Multiparameter Optimization in Directed Evolution: Engineering Thermostability, Enantioselectivity, and Activity of an Epoxide Hydrolase

The challenge of optimizing several parameters in the directed evolution of enzymes remains a central issue. In this study we address the thermostability, enantioselectivity, and activity of limonene epoxide hydrolase (LEH) as the catalyst in the hydrolytic desymmetrization of cyclohexene oxide with formation of (R,R)- and (S,S)-cyclohexane-1,2-diol. Wild type LEH shows a thermostability of T-50(30) = 41 C and an enanioselectivity of 2% ee (S,S). Two approaches are described herein. In one strategy, the mutations generated previously by Janssen, Baker, and co-workers for notably increased thermostability are combined with mutations evolved earlier for enhanced enantioselectivity. Although highly enantioselective R,R and S,S variants (92-93% ee) with increases in T-50(30) by 10-11 C were obtained, relative to wild type LEH the tradeoff in activity was significant.
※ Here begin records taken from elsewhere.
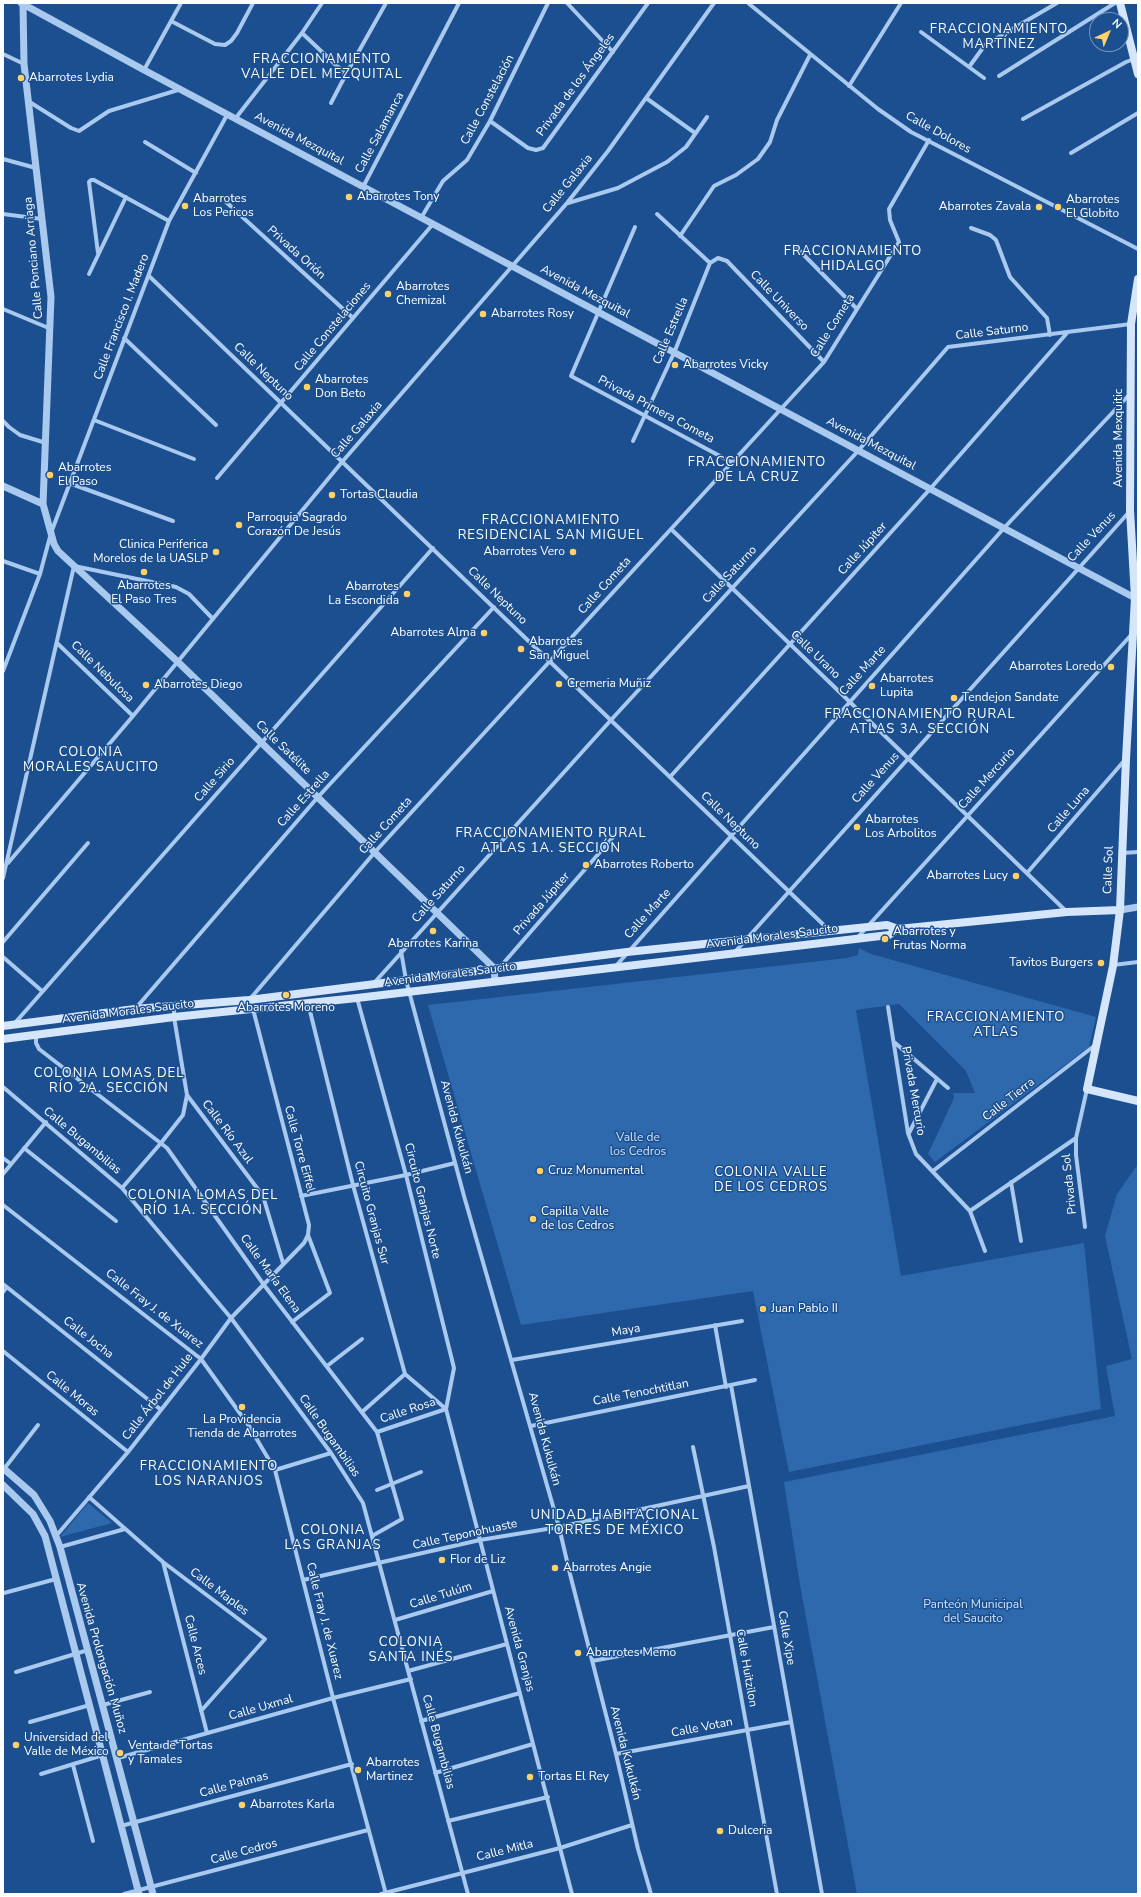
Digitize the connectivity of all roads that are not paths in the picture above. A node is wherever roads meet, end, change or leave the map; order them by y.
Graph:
1 (181, 3) edge
2 (253, 3) edge
3 (322, 3) edge
4 (386, 3) edge
5 (459, 3) edge
6 (548, 3) edge
7 (567, 3) edge
8 (648, 3) edge
9 (714, 3) edge
10 (748, 3) edge
11 (901, 3) edge
12 (1057, 3) edge
13 (1115, 3) edge
14 (1120, 3) edge
15 (22, 4) edge
16 (171, 21) junction
17 (921, 32) dead end
18 (302, 34) junction
19 (613, 52) junction
20 (3, 54) edge
21 (810, 54) junction
22 (1134, 59) junction
23 (24, 64) junction
24 (969, 67) junction
25 (144, 70) junction
26 (345, 71) junction
27 (1138, 74) edge
28 (999, 76) dead end
29 (984, 78) dead end
30 (850, 86) junction
31 (180, 89) junction
32 (646, 98) junction
33 (28, 101) junction
34 (331, 103) dead end
35 (1138, 114) edge
36 (228, 115) junction
37 (707, 117) dead end
38 (235, 119) junction
39 (1023, 119) dead end
40 (490, 121) junction
41 (695, 133) junction
42 (929, 140) junction
43 (145, 142) dead end
44 (1071, 153) dead end
45 (3, 160) edge
46 (36, 168) junction
47 (196, 173) junction
48 (363, 187) junction
49 (126, 197) junction
50 (226, 202) dead end
51 (567, 203) junction
52 (3, 214) edge
53 (656, 214) dead end
54 (421, 218) junction
55 (42, 219) junction
56 (169, 220) junction
57 (433, 224) junction
58 (635, 227) dead end
59 (971, 228) dead end
60 (680, 236) junction
61 (795, 246) dead end
62 (1138, 249) edge
63 (98, 252) junction
64 (710, 263) junction
65 (512, 267) junction
66 (88, 274) dead end
67 (149, 276) junction
68 (1138, 279) edge
69 (856, 308) junction
70 (3, 309) edge
71 (599, 313) junction
72 (353, 318) junction
73 (1131, 324) junction
74 (51, 329) junction
75 (1068, 332) junction
76 (1050, 334) junction
77 (124, 338) junction
78 (674, 353) junction
79 (824, 362) junction
80 (1131, 393) junction
81 (281, 403) junction
82 (780, 409) junction
83 (644, 416) junction
84 (94, 420) junction
85 (3, 421) edge
86 (216, 425) dead end
87 (633, 441) dead end
88 (46, 443) junction
89 (858, 451) junction
90 (194, 459) dead end
91 (342, 462) junction
92 (731, 462) junction
93 (217, 478) dead end
94 (69, 484) junction
95 (3, 486) edge
96 (930, 489) junction
97 (43, 504) junction
98 (1130, 510) junction
99 (173, 521) dead end
100 (1004, 528) junction
101 (671, 529) junction
102 (51, 532) junction
103 (433, 548) junction
104 (3, 561) edge
105 (74, 566) junction
106 (1078, 568) junction
107 (40, 574) junction
108 (732, 589) junction
109 (1137, 599) edge
110 (494, 607) junction
111 (213, 619) junction
112 (1133, 633) junction
113 (57, 643) junction
114 (790, 645) junction
115 (1135, 654) edge
116 (550, 661) junction
117 (178, 662) junction
118 (3, 671) edge
119 (849, 702) junction
120 (133, 716) junction
121 (611, 720) junction
122 (261, 742) junction
123 (907, 758) junction
124 (1126, 759) junction
125 (670, 777) junction
126 (318, 797) junction
127 (968, 816) junction
128 (731, 835) junction
129 (614, 836) dead end
130 (88, 843) dead end
131 (375, 852) junction
132 (1138, 852) edge
133 (1122, 853) junction
134 (8, 863) junction
135 (1027, 873) junction
136 (3, 878) edge
137 (789, 891) junction
138 (1138, 907) edge
139 (1120, 910) junction
140 (1067, 912) junction
141 (437, 913) junction
142 (867, 927) junction
143 (898, 929) junction
144 (830, 931) junction
145 (856, 939) junction
146 (745, 940) junction
147 (3, 942) edge
148 (691, 946) junction
149 (401, 951) junction
150 (627, 952) junction
151 (734, 953) junction
152 (3, 957) edge
153 (692, 958) junction
154 (1138, 962) edge
155 (1113, 966) junction
156 (615, 967) junction
157 (497, 968) junction
158 (406, 980) junction
159 (495, 981) junction
160 (372, 984) junction
161 (42, 991) junction
162 (410, 991) junction
163 (357, 998) junction
164 (249, 1000) junction
165 (308, 1003) junction
166 (174, 1006) junction
167 (888, 1007) dead end
168 (134, 1009) junction
169 (252, 1009) junction
170 (174, 1017) junction
171 (3, 1026) edge
172 (12, 1026) junction
173 (36, 1035) junction
174 (3, 1039) edge
175 (894, 1042) junction
176 (1096, 1044) junction
177 (937, 1079) junction
178 (3, 1087) edge
179 (948, 1088) dead end
180 (1088, 1089) junction
181 (187, 1095) junction
182 (1138, 1100) edge
183 (46, 1122) junction
184 (908, 1133) junction
185 (1076, 1138) junction
186 (161, 1143) junction
187 (24, 1148) junction
188 (3, 1158) edge
189 (455, 1163) junction
190 (11, 1164) junction
191 (933, 1171) junction
192 (3, 1174) edge
193 (406, 1175) junction
194 (1011, 1182) junction
195 (353, 1185) junction
196 (122, 1188) junction
197 (301, 1196) junction
198 (3, 1205) edge
199 (970, 1211) junction
200 (116, 1221) dead end
201 (1085, 1226) dead end
202 (308, 1235) junction
203 (1021, 1241) dead end
204 (985, 1251) dead end
205 (283, 1264) junction
206 (3, 1284) edge
207 (264, 1285) junction
208 (7, 1287) junction
209 (3, 1292) edge
210 (231, 1318) junction
211 (742, 1321) dead end
212 (292, 1322) junction
213 (715, 1325) junction
214 (362, 1339) dead end
215 (3, 1352) edge
216 (201, 1359) junction
217 (512, 1360) junction
218 (327, 1366) junction
219 (404, 1374) junction
220 (756, 1380) dead end
221 (731, 1385) junction
222 (726, 1387) junction
223 (160, 1409) junction
224 (446, 1409) junction
225 (362, 1412) junction
226 (38, 1425) dead end
227 (531, 1426) junction
228 (377, 1432) junction
229 (693, 1447) dead end
230 (128, 1452) junction
231 (331, 1453) junction
232 (3, 1469) edge
233 (275, 1470) junction
234 (422, 1472) dead end
235 (392, 1483) junction
236 (3, 1485) edge
237 (749, 1486) junction
238 (376, 1490) dead end
239 (704, 1495) junction
240 (89, 1497) junction
241 (559, 1527) junction
242 (125, 1529) junction
243 (55, 1536) junction
244 (372, 1536) junction
245 (480, 1540) junction
246 (60, 1547) junction
247 (163, 1562) junction
248 (379, 1564) junction
249 (56, 1579) junction
250 (303, 1580) junction
251 (493, 1591) junction
252 (4, 1593) edge
253 (395, 1620) junction
254 (774, 1627) junction
255 (730, 1636) junction
256 (507, 1644) junction
257 (88, 1650) junction
258 (77, 1653) junction
259 (592, 1661) junction
260 (408, 1671) junction
261 (16, 1672) dead end
262 (411, 1679) junction
263 (150, 1692) dead end
264 (520, 1693) junction
265 (333, 1698) junction
266 (90, 1705) junction
267 (103, 1705) junction
268 (201, 1711) junction
269 (421, 1720) junction
270 (30, 1722) dead end
271 (791, 1722) junction
272 (747, 1730) junction
273 (207, 1733) junction
274 (533, 1744) junction
275 (104, 1754) junction
276 (616, 1754) junction
277 (118, 1758) junction
278 (352, 1764) junction
279 (73, 1765) junction
280 (435, 1773) junction
281 (41, 1774) dead end
282 (548, 1796) junction
283 (448, 1821) junction
284 (134, 1822) junction
285 (632, 1825) junction
286 (121, 1826) junction
287 (368, 1830) junction
288 (93, 1841) dead end
289 (560, 1848) junction
290 (462, 1872) junction
291 (152, 1890) edge
292 (139, 1892) edge
293 (124, 1894) edge
294 (384, 1894) edge
295 (468, 1894) edge
296 (572, 1894) edge
297 (651, 1894) edge
298 (777, 1894) edge
299 (822, 1894) edge

1 - 16 street
2 - 16 street
3 - 18 street
4 - 26 street
5 - 48 street, Calle Salamanca
6 - 40 street, Calle Constelación
7 - 19 street
8 - 19 street, Privada de los Ángeles
9 - 32 street, Calle Galaxia
10 - 21 street, Calle Dolores
11 - 30 street
12 - 24 street
13 - 28 street
14 - 22 main road
15 - 23 street, Calle Ponciano Arriaga
15 - 25 street, Avenida Mezquital
16 - 25 street
17 - 24 street
18 - 26 street
18 - 38 street
19 - 40 street, Privada de los Ángeles
20 - 23 street
21 - 30 street, Calle Dolores
21 - 60 street
22 - 27 main road
22 - 39 street
23 - 33 street, Calle Ponciano Arriaga
24 - 29 street
25 - 31 street, Avenida Mezquital
26 - 34 street
30 - 42 street, Calle Dolores
31 - 33 street
31 - 36 street, Avenida Mezquital
32 - 41 street
32 - 51 street, Calle Galaxia
33 - 46 street, Calle Ponciano Arriaga
35 - 44 street
36 - 38 street, Avenida Mezquital
36 - 47 street, Calle Francisco I. Madero
37 - 41 street
38 - 48 street, Avenida Mezquital
40 - 54 street, Calle Constelación
41 - 51 street
42 - 62 street, Calle Dolores
42 - 69 street, Calle Cometa
43 - 47 street
45 - 46 street
46 - 55 street, Calle Ponciano Arriaga
47 - 56 street, Calle Francisco I. Madero
48 - 54 street, Avenida Mezquital
49 - 56 street
49 - 63 street
49 - 63 street
50 - 72 street, Privada Orión
51 - 65 street, Calle Galaxia
52 - 55 street
53 - 60 street
54 - 57 street, Avenida Mezquital
55 - 74 street, Calle Ponciano Arriaga
56 - 67 street, Calle Francisco I. Madero
57 - 65 street, Avenida Mezquital
57 - 72 street, Calle Constelaciones
58 - 71 street
59 - 76 street
60 - 64 street
61 - 69 street
63 - 66 street
64 - 78 street, Calle Estrella
64 - 79 street, Calle Universo
65 - 71 street, Avenida Mezquital
65 - 91 street, Calle Galaxia
67 - 77 street, Calle Francisco I. Madero
67 - 81 street, Calle Neptuno
68 - 73 main road, Avenida Mexquitic
69 - 79 street, Calle Cometa
70 - 74 street
71 - 78 street, Avenida Mezquital
71 - 83 street, Privada Primera Cometa
72 - 81 street, Calle Constelaciones
73 - 75 street, Calle Saturno
73 - 80 main road, Avenida Mexquitic
74 - 88 street, Calle Ponciano Arriaga
75 - 76 street, Calle Saturno
75 - 96 street, Calle Júpiter
76 - 89 street, Calle Saturno
77 - 84 street, Calle Francisco I. Madero
77 - 86 street
78 - 82 street, Avenida Mezquital
78 - 83 street, Calle Estrella
79 - 82 street, Calle Cometa
80 - 98 main road, Avenida Mexquitic
80 - 100 street, Calle Marte
81 - 91 street, Calle Neptuno
81 - 93 street, Calle Constelaciones
82 - 89 street, Avenida Mezquital
82 - 92 street, Calle Cometa
83 - 87 street, Calle Estrella
83 - 92 street, Privada Primera Cometa
84 - 90 street
84 - 94 street, Calle Francisco I. Madero
85 - 88 street
88 - 97 street, Calle Ponciano Arriaga
89 - 96 street, Avenida Mezquital
89 - 108 street, Calle Saturno
91 - 103 street, Calle Neptuno
91 - 111 street, Calle Galaxia
92 - 101 street, Calle Cometa
94 - 99 street
94 - 102 street, Calle Francisco I. Madero
95 - 97 street
96 - 100 street, Avenida Mezquital
96 - 114 street, Calle Júpiter
97 - 102 street, Calle Ponciano Arriaga
98 - 106 street, Calle Venus
98 - 109 main road, Avenida Mexquitic
100 - 106 street, Avenida Mezquital
100 - 119 street, Calle Marte
101 - 108 street, Calle Urano
101 - 116 street, Calle Cometa
102 - 105 street, Calle Satélite
102 - 107 street, Calle Francisco I. Madero
103 - 110 street, Calle Neptuno
103 - 122 street, Calle Sirio
104 - 107 street
105 - 111 street
105 - 113 street
105 - 117 street, Calle Satélite
106 - 109 street, Avenida Mezquital
106 - 123 street, Calle Venus
107 - 118 street, Calle Francisco I. Madero
108 - 114 street, Calle Urano
108 - 121 street, Calle Saturno
109 - 112 main road, Calle Sol
110 - 116 street, Calle Neptuno
110 - 126 street, Calle Estrella
111 - 117 street, Calle Galaxia
112 - 115 main road, Calle Sol
112 - 127 street, Calle Mercurio
113 - 120 street, Calle Nebulosa
113 - 134 street
114 - 119 street, Calle Urano
114 - 125 street, Calle Júpiter
115 - 124 main road, Calle Sol
116 - 121 street, Calle Neptuno
116 - 131 street, Calle Cometa
117 - 120 street, Calle Galaxia
117 - 122 street, Calle Satélite
119 - 123 street, Calle Urano
119 - 128 street, Calle Marte
120 - 134 street, Calle Galaxia
121 - 125 street, Calle Neptuno
121 - 141 street, Calle Saturno
122 - 126 street, Calle Satélite
122 - 161 street, Calle Sirio
123 - 127 street, Calle Urano
123 - 137 street, Calle Venus
124 - 133 main road, Calle Sol
124 - 135 street, Calle Luna
125 - 128 street, Calle Neptuno
126 - 131 street, Calle Satélite
126 - 168 street, Calle Estrella
127 - 135 street, Calle Urano
127 - 142 street, Calle Mercurio
128 - 137 street, Calle Neptuno
128 - 150 street, Calle Marte
129 - 157 street, Privada Júpiter
130 - 147 street
131 - 141 street, Calle Satélite
131 - 164 street, Calle Cometa
132 - 133 street
133 - 139 main road, Calle Sol
134 - 136 street
135 - 140 street, Calle Urano
137 - 144 street, Calle Neptuno
137 - 146 street, Calle Venus
138 - 139 street, Avenida Morales Saucito
139 - 140 main road, Avenida Morales Saucito
139 - 155 main road, Calle Sol
140 - 143 main road, Avenida Morales Saucito
141 - 149 street, Calle Saturno
141 - 157 street, Calle Satélite
142 - 143 main road, Avenida Morales Saucito
142 - 144 main road, Avenida Morales Saucito
142 - 145 street, Calle Mercurio
143 - 145 main road, Avenida Morales Saucito
144 - 146 main road, Avenida Morales Saucito
145 - 151 main road, Avenida Morales Saucito
146 - 148 main road, Avenida Morales Saucito
146 - 151 street, Calle Venus
148 - 150 main road, Avenida Morales Saucito
148 - 153 main road
149 - 158 street
149 - 160 street, Calle Saturno
150 - 156 street, Calle Marte
150 - 157 main road, Avenida Morales Saucito
151 - 153 main road, Avenida Morales Saucito
152 - 161 street
153 - 156 main road, Avenida Morales Saucito
154 - 155 street
155 - 176 main road, Calle Sol
156 - 159 main road, Avenida Morales Saucito
157 - 158 main road, Avenida Morales Saucito
157 - 159 street
158 - 160 main road, Avenida Morales Saucito
158 - 162 street
159 - 162 main road, Avenida Morales Saucito
160 - 164 main road, Avenida Morales Saucito
161 - 172 street, Calle Sirio
162 - 163 main road, Avenida Morales Saucito
162 - 189 street, Avenida Kukulkán
163 - 165 main road, Avenida Morales Saucito
163 - 193 street, Circuito Granjas Norte
164 - 166 main road, Avenida Morales Saucito
165 - 169 main road, Avenida Morales Saucito
165 - 195 street, Circuito Granjas Sur
166 - 168 main road, Avenida Morales Saucito
166 - 170 street, Calle Río Azul
167 - 175 street, Privada Mercurio
168 - 172 main road, Avenida Morales Saucito
169 - 170 main road, Avenida Morales Saucito
169 - 197 street, Calle Torre Eiffel
170 - 173 main road, Avenida Morales Saucito
170 - 181 street, Calle Río Azul
171 - 172 main road, Avenida Morales Saucito
173 - 174 main road, Avenida Morales Saucito
173 - 186 street, Calle María Elena
175 - 177 street
175 - 184 street, Privada Mercurio
176 - 180 main road, Calle Sol
176 - 191 street, Calle Tierra
177 - 179 street
177 - 184 street
178 - 183 street, Calle Bugambilias
180 - 182 main road
180 - 185 street, Calle Sol
181 - 186 street
181 - 205 street, Calle Río Azul
183 - 187 street
183 - 196 street, Calle Bugambilias
184 - 191 street, Privada Mercurio
185 - 194 street
185 - 201 street, Privada Sol
186 - 196 street
186 - 207 street, Calle María Elena
187 - 190 street
187 - 200 street
188 - 190 street
189 - 193 street
189 - 217 street, Avenida Kukulkán
190 - 192 street
191 - 199 street, Privada Mercurio
193 - 195 street
193 - 224 street, Circuito Granjas Norte
194 - 199 street
194 - 203 street
195 - 197 street
195 - 219 street, Circuito Granjas Sur
196 - 210 street, Calle Bugambilias
197 - 202 street, Calle Torre Eiffel
198 - 216 street, Calle Fray J. de Xuarez
199 - 204 street
202 - 205 street, Calle Árbol de Hule
202 - 212 street, Calle Torre Eiffel
205 - 207 street, Calle Árbol de Hule
206 - 208 street, Calle Jocha
207 - 210 street, Calle Árbol de Hule
207 - 212 street, Calle María Elena
208 - 209 street
208 - 223 street, Calle Jocha
210 - 216 street, Calle Árbol de Hule
210 - 231 street, Calle Bugambilias
211 - 213 street, Maya
212 - 218 street, Calle María Elena
213 - 217 street, Maya
213 - 222 street
214 - 218 street
215 - 230 street, Calle Moras
216 - 223 street, Calle Árbol de Hule
216 - 233 street, Calle Fray J. de Xuarez
217 - 227 street, Avenida Kukulkán
218 - 225 street, Calle María Elena
219 - 224 street
219 - 225 street
220 - 221 street, Calle Tenochtitlan
221 - 222 street, Calle Tenochtitlan
221 - 237 street, Calle Xipe
222 - 227 street, Calle Tenochtitlan
223 - 230 street, Calle Árbol de Hule
224 - 228 street, Calle Rosa
224 - 245 street, Avenida Granjas
225 - 228 street, Calle María Elena
226 - 232 street
227 - 241 street, Avenida Kukulkán
228 - 235 street, Calle María Elena
229 - 239 street, Calle Huitzilon
230 - 240 street, Calle Árbol de Hule
231 - 233 street
231 - 244 street, Calle Bugambilias
232 - 243 street, Avenida Prolongación Muñoz
233 - 250 street, Calle Fray J. de Xuarez
234 - 235 street
235 - 238 street
235 - 244 street, Calle María Elena
236 - 249 street, Avenida Prolongación Muñoz
237 - 239 street, Calle Teponohuaste
237 - 254 street, Calle Xipe
239 - 241 street, Calle Teponohuaste
239 - 255 street, Calle Huitzilon
240 - 242 street, Calle Maples
240 - 243 street, Calle Árbol de Hule
241 - 245 street, Calle Teponohuaste
241 - 259 street, Avenida Kukulkán
242 - 246 street
242 - 247 street, Calle Maples
243 - 246 street, Avenida Prolongación Muñoz
244 - 248 street, Calle Bugambilias
245 - 248 street, Calle Teponohuaste
245 - 251 street, Avenida Granjas
246 - 257 street, Avenida Prolongación Muñoz
247 - 268 street, Calle Arces
247 - 268 street, Calle Maples
248 - 250 street, Calle Teponohuaste
248 - 253 street, Calle Bugambilias
249 - 252 street
249 - 258 street, Avenida Prolongación Muñoz
250 - 265 street, Calle Fray J. de Xuarez
251 - 253 street, Calle Tulúm
251 - 256 street, Avenida Granjas
253 - 260 street, Calle Bugambilias
254 - 255 street
254 - 271 street, Calle Xipe
255 - 259 street
255 - 272 street, Calle Huitzilon
256 - 260 street
256 - 264 street, Avenida Granjas
257 - 258 street
257 - 267 street, Avenida Prolongación Muñoz
258 - 261 street
258 - 266 street, Avenida Prolongación Muñoz
259 - 276 street, Avenida Kukulkán
260 - 262 street, Calle Bugambilias
262 - 265 street, Calle Uxmal
262 - 269 street, Calle Bugambilias
263 - 267 street
264 - 269 street
264 - 274 street, Avenida Granjas
265 - 273 street, Calle Uxmal
265 - 278 street, Calle Fray J. de Xuarez
266 - 270 street
266 - 275 street, Avenida Prolongación Muñoz
267 - 277 street, Avenida Prolongación Muñoz
268 - 273 street, Calle Arces
269 - 280 street, Calle Bugambilias
271 - 272 street, Calle Votan
271 - 299 street, Calle Xipe
272 - 276 street, Calle Votan
272 - 298 street, Calle Huitzilon
273 - 277 street, Calle Uxmal
274 - 280 street
274 - 282 street, Avenida Granjas
275 - 279 street
275 - 286 street, Avenida Prolongación Muñoz
276 - 285 street, Avenida Kukulkán
277 - 284 street, Avenida Prolongación Muñoz
278 - 284 street, Calle Palmas
278 - 287 street, Calle Fray J. de Xuarez
279 - 281 street
279 - 288 street
280 - 283 street, Calle Bugambilias
282 - 283 street
282 - 289 street, Avenida Granjas
283 - 290 street, Calle Bugambilias
284 - 286 street, Calle Palmas
284 - 291 street, Avenida Prolongación Muñoz
285 - 289 street, Calle Mitla
285 - 297 street, Avenida Kukulkán
286 - 292 street, Avenida Prolongación Muñoz
287 - 291 street, Calle Cedros
287 - 294 street, Calle Fray J. de Xuarez
289 - 290 street, Calle Mitla
289 - 296 street, Avenida Granjas
290 - 294 street, Calle Mitla
290 - 295 street, Calle Bugambilias
291 - 292 street, Calle Cedros
292 - 293 street, Calle Cedros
The second strategy based on the simultaneous optimization of both parameters using iterative saturation mutagenesis (ISM) with minimized tradeoff in activity proved to be superior. Several notably improved variants were observed, a reasonable compromise being R,R- and S,S-selective LEH variants (80-94% ee) showing enhanced thermostability by 5-10 degrees C and still reasonable levels of activity. Analysis of the X-ray structure of the S,S variant (94% ee) with and without diol product sheds light on the origin of altered stereoselectivity.